§ **Task item**
When you spot the word "نیستان" in a line of the data below, copy that line.

─── Data for this exercise ───

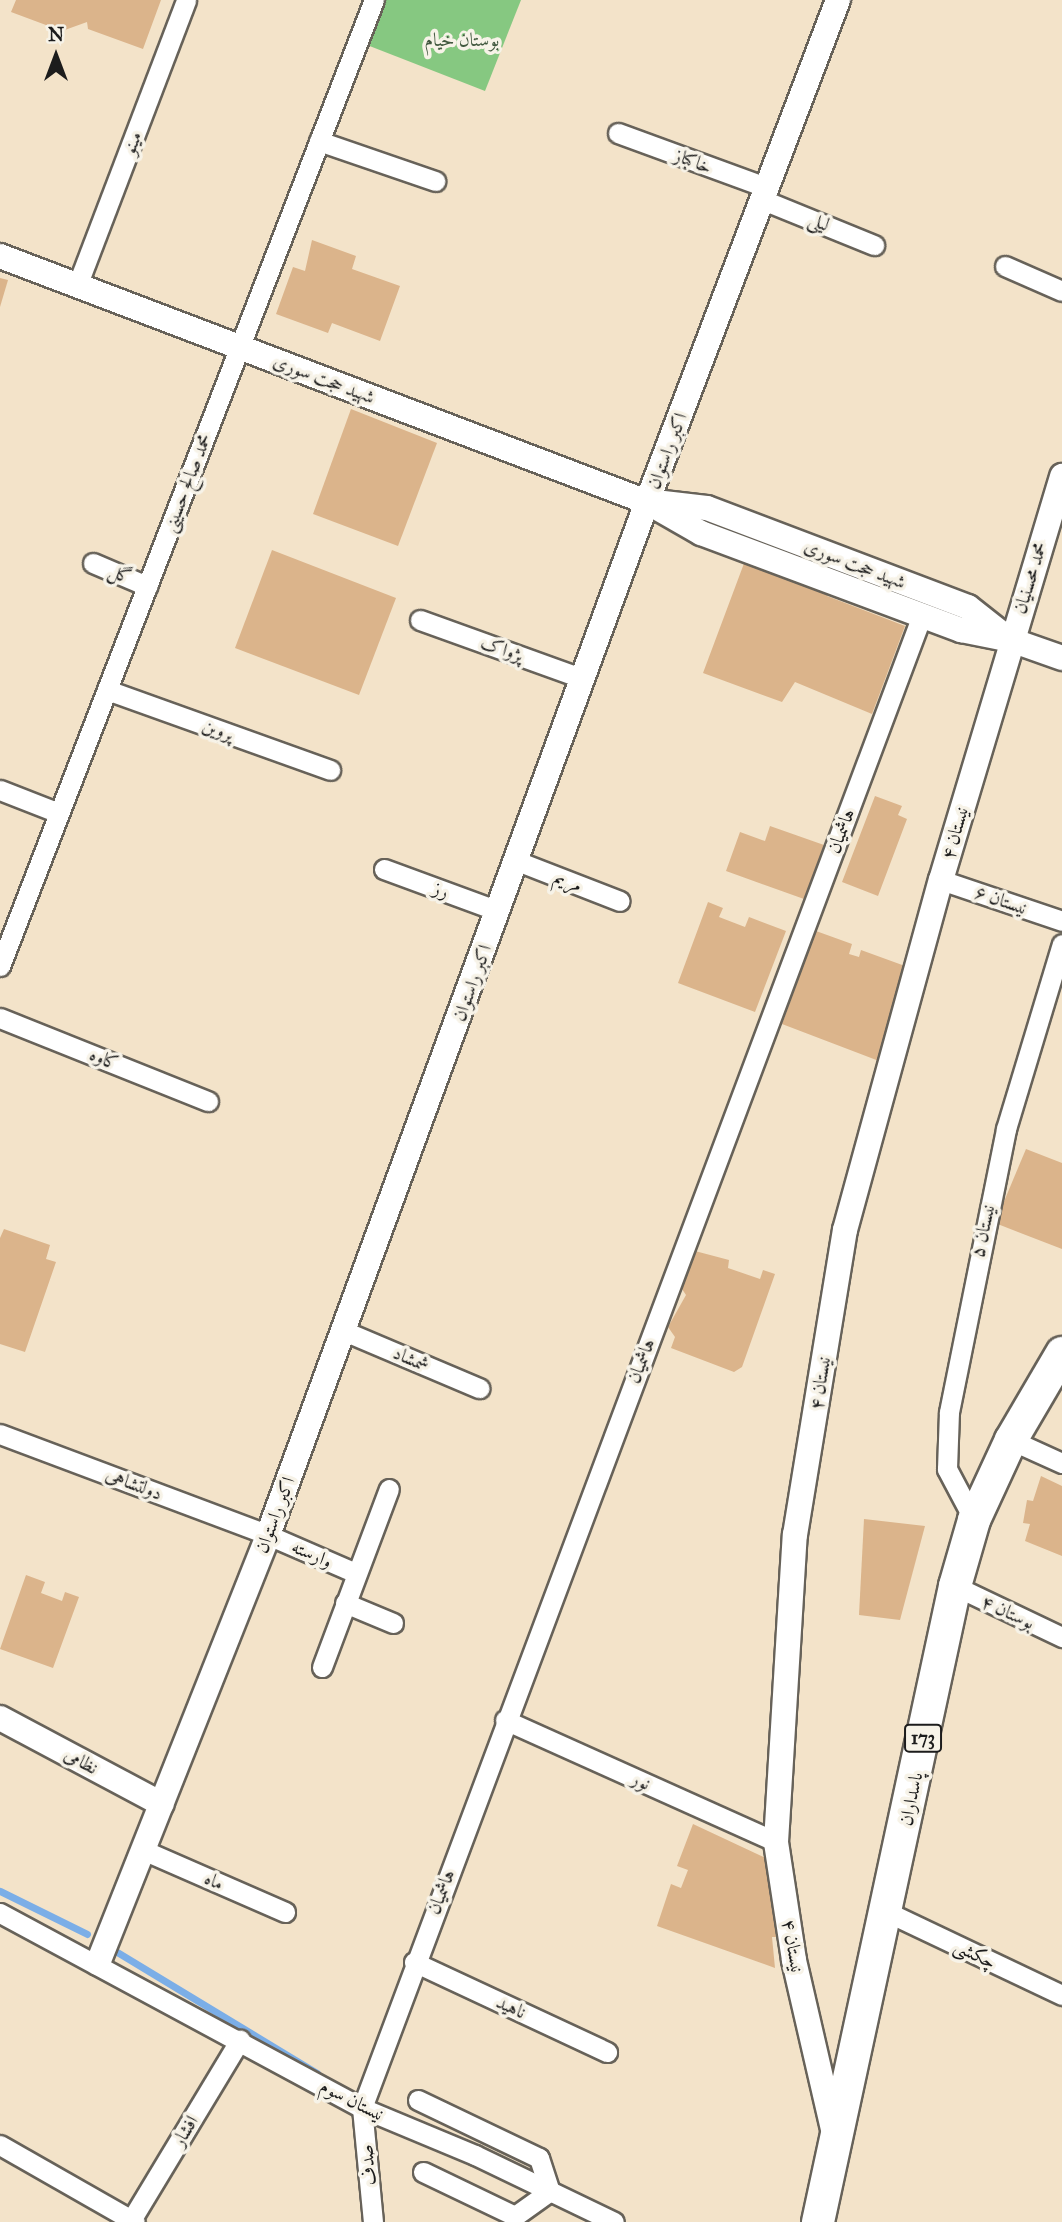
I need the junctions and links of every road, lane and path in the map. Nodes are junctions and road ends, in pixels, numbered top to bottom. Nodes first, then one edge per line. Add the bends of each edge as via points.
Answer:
1 (186, 0) edge
2 (374, 0) edge
3 (838, 0) edge
4 (618, 133) dead end
5 (319, 141) junction
6 (435, 181) dead end
7 (765, 194) junction
8 (874, 244) dead end
9 (0, 256) edge
10 (1005, 266) dead end
11 (77, 286) junction
12 (1062, 292) edge
13 (240, 347) junction
14 (1062, 476) edge
15 (647, 502) junction
16 (93, 563) dead end
17 (147, 586) junction
18 (922, 615) junction
19 (420, 620) dead end
20 (1011, 640) junction
21 (1062, 658) edge
22 (584, 679) junction
23 (107, 691) junction
24 (330, 770) dead end
25 (0, 790) edge
26 (59, 813) junction
27 (517, 861) junction
28 (384, 869) dead end
29 (941, 880) junction
30 (620, 901) dead end
31 (498, 911) junction
32 (1062, 921) edge
33 (1062, 944) edge
34 (0, 966) edge
35 (0, 1018) edge
36 (208, 1101) dead end
37 (344, 1331) junction
38 (1062, 1353) edge
39 (479, 1388) dead end
40 (0, 1434) edge
41 (1011, 1440) junction
42 (1062, 1463) edge
43 (389, 1489) dead end
44 (974, 1520) junction
45 (268, 1535) junction
46 (356, 1573) junction
47 (955, 1586) junction
48 (345, 1603) junction
49 (393, 1623) dead end
50 (1062, 1637) edge
51 (322, 1667) dead end
52 (0, 1718) edge
53 (505, 1720) junction
54 (162, 1804) junction
55 (776, 1842) junction
56 (143, 1850) junction
57 (285, 1912) dead end
58 (887, 1912) junction
59 (0, 1913) edge
60 (414, 1962) junction
61 (98, 1963) junction
62 (1062, 1995) edge
63 (240, 2040) junction
64 (607, 2052) dead end
65 (418, 2100) dead end
66 (362, 2108) junction
67 (836, 2142) junction
68 (0, 2145) edge
69 (423, 2172) dead end
70 (550, 2192) junction
71 (132, 2221) edge
72 (373, 2222) edge
73 (614, 2222) edge
74 (818, 2222) edge

1 - 11 street, مینو
2 - 5 street, محمد صالح حسینی
3 - 7 street, اکبر راستوان
4 - 7 street, خاکباز
5 - 6 street
5 - 13 street, محمد صالح حسینی
7 - 8 street, لیلی
7 - 15 street, اکبر راستوان
9 - 11 street, شهید حجت سوری
10 - 12 street
11 - 13 street, شهید حجت سوری
13 - 15 street, شهید حجت سوری
13 - 17 street, محمد صالح حسینی
14 - 20 street, محمد محسنیان
15 - 18 street, شهید حجت سوری via 701,533
15 - 20 street, شهید حجت سوری via 707,508 942,597 968,607
15 - 22 street, اکبر راستوان
16 - 17 street, گل
17 - 23 street, محمد صالح حسینی
18 - 20 street, شهید حجت سوری via 961,630
18 - 53 street, هاشمیان
19 - 22 street, پژواک
20 - 21 street, شهید حجت سوری
20 - 29 street, نیستان ۴
22 - 27 street, اکبر راستوان
23 - 24 street, پروین
23 - 26 street, محمد صالح حسینی
25 - 26 street
26 - 34 street, محمد صالح حسینی
27 - 30 street, مریم
27 - 31 street, اکبر راستوان
28 - 31 street, رز
29 - 32 street, نیستان ۶
29 - 55 street, نیستان ۴ via 845,1230 795,1535
31 - 37 street, اکبر راستوان
33 - 44 street, نیستان ۵ via 1006,1129 949,1412 947,1469
35 - 36 street, کاوه
37 - 39 street, شمشاد
37 - 45 street, اکبر راستوان
38 - 41 main road, پاسداران / 173
40 - 45 street, دولتشاهی
41 - 42 street
41 - 44 main road, پاسداران / 173
43 - 46 street, وارسته
44 - 47 main road, پاسداران / 173
45 - 46 street, وارسته
45 - 54 street, اکبر راستوان
46 - 48 street, وارسته
47 - 50 street, بوستان ۴
47 - 58 main road, پاسداران / 173
48 - 49 street
48 - 51 street, وارسته
52 - 54 street, نظامی
53 - 55 street, نور
53 - 60 street, هاشمیان
54 - 56 street, اکبر راستوان
55 - 67 street, نیستان ۴ via 802,1997
56 - 57 street, ماه
56 - 61 street, اکبر راستوان
58 - 62 street, چکشی
58 - 67 main road, پاسداران / 173
59 - 61 street
60 - 64 street, ناهید
60 - 66 street, هاشمیان
61 - 63 street, نیستان سوم
63 - 66 street, نیستان سوم
63 - 71 street, افشار
65 - 70 street via 539,2158
66 - 70 street, نیستان سوم
66 - 72 street, صدف
67 - 74 main road, پاسداران / 173
68 - 71 street
69 - 70 street via 515,2216
70 - 73 street, نیستان سوم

───

§ **Task result**
20 - 29 street, نیستان ۴
29 - 32 street, نیستان ۶
29 - 55 street, نیستان ۴ via 845,1230 795,1535
33 - 44 street, نیستان ۵ via 1006,1129 949,1412 947,1469
55 - 67 street, نیستان ۴ via 802,1997
61 - 63 street, نیستان سوم
63 - 66 street, نیستان سوم
66 - 70 street, نیستان سوم
70 - 73 street, نیستان سوم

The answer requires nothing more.